[Collected data]
==*==

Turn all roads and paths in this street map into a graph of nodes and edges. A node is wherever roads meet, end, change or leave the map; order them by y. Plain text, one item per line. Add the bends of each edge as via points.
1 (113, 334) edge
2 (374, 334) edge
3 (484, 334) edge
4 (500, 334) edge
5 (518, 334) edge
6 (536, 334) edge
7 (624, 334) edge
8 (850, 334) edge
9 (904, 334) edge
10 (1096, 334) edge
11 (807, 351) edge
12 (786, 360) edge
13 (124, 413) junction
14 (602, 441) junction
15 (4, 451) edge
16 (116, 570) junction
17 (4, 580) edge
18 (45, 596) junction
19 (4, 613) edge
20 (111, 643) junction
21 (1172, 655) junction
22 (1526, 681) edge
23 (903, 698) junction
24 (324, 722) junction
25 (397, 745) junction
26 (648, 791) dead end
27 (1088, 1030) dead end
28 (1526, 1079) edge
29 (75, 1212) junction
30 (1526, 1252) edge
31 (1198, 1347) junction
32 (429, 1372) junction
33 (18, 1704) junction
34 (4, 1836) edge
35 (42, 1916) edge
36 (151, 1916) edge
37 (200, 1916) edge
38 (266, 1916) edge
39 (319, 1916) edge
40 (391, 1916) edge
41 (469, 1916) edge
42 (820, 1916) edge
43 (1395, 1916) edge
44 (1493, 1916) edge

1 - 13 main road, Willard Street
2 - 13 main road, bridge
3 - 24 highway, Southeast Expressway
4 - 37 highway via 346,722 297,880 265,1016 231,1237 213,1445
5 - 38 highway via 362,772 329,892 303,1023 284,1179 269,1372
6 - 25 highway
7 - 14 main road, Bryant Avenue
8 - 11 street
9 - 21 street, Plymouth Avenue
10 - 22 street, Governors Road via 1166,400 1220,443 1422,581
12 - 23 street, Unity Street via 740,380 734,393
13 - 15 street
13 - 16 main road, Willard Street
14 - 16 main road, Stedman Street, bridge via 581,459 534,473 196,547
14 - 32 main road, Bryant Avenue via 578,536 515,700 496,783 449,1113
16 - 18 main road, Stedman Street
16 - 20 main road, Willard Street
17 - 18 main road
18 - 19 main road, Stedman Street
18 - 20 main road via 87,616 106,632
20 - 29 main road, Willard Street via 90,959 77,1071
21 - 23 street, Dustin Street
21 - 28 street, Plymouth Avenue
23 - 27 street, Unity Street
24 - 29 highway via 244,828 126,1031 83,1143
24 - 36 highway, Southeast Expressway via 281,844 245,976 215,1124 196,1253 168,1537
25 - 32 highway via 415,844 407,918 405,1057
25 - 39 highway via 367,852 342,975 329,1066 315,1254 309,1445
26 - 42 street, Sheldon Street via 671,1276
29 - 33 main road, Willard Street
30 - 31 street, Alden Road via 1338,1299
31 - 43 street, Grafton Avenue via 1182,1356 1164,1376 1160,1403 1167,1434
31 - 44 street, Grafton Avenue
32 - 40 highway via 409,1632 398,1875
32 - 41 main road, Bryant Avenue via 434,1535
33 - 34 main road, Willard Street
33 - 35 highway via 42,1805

==*==

What the task requires: Copy every record exactly.

Written answer:
Turn all roads and paths in this street map into a graph of nodes and edges. A node is wherever roads meet, end, change or leave the map; order them by y. Plain text, one item per line. Add the bends of each edge as via points.
1 (113, 334) edge
2 (374, 334) edge
3 (484, 334) edge
4 (500, 334) edge
5 (518, 334) edge
6 (536, 334) edge
7 (624, 334) edge
8 (850, 334) edge
9 (904, 334) edge
10 (1096, 334) edge
11 (807, 351) edge
12 (786, 360) edge
13 (124, 413) junction
14 (602, 441) junction
15 (4, 451) edge
16 (116, 570) junction
17 (4, 580) edge
18 (45, 596) junction
19 (4, 613) edge
20 (111, 643) junction
21 (1172, 655) junction
22 (1526, 681) edge
23 (903, 698) junction
24 (324, 722) junction
25 (397, 745) junction
26 (648, 791) dead end
27 (1088, 1030) dead end
28 (1526, 1079) edge
29 (75, 1212) junction
30 (1526, 1252) edge
31 (1198, 1347) junction
32 (429, 1372) junction
33 (18, 1704) junction
34 (4, 1836) edge
35 (42, 1916) edge
36 (151, 1916) edge
37 (200, 1916) edge
38 (266, 1916) edge
39 (319, 1916) edge
40 (391, 1916) edge
41 (469, 1916) edge
42 (820, 1916) edge
43 (1395, 1916) edge
44 (1493, 1916) edge

1 - 13 main road, Willard Street
2 - 13 main road, bridge
3 - 24 highway, Southeast Expressway
4 - 37 highway via 346,722 297,880 265,1016 231,1237 213,1445
5 - 38 highway via 362,772 329,892 303,1023 284,1179 269,1372
6 - 25 highway
7 - 14 main road, Bryant Avenue
8 - 11 street
9 - 21 street, Plymouth Avenue
10 - 22 street, Governors Road via 1166,400 1220,443 1422,581
12 - 23 street, Unity Street via 740,380 734,393
13 - 15 street
13 - 16 main road, Willard Street
14 - 16 main road, Stedman Street, bridge via 581,459 534,473 196,547
14 - 32 main road, Bryant Avenue via 578,536 515,700 496,783 449,1113
16 - 18 main road, Stedman Street
16 - 20 main road, Willard Street
17 - 18 main road
18 - 19 main road, Stedman Street
18 - 20 main road via 87,616 106,632
20 - 29 main road, Willard Street via 90,959 77,1071
21 - 23 street, Dustin Street
21 - 28 street, Plymouth Avenue
23 - 27 street, Unity Street
24 - 29 highway via 244,828 126,1031 83,1143
24 - 36 highway, Southeast Expressway via 281,844 245,976 215,1124 196,1253 168,1537
25 - 32 highway via 415,844 407,918 405,1057
25 - 39 highway via 367,852 342,975 329,1066 315,1254 309,1445
26 - 42 street, Sheldon Street via 671,1276
29 - 33 main road, Willard Street
30 - 31 street, Alden Road via 1338,1299
31 - 43 street, Grafton Avenue via 1182,1356 1164,1376 1160,1403 1167,1434
31 - 44 street, Grafton Avenue
32 - 40 highway via 409,1632 398,1875
32 - 41 main road, Bryant Avenue via 434,1535
33 - 34 main road, Willard Street
33 - 35 highway via 42,1805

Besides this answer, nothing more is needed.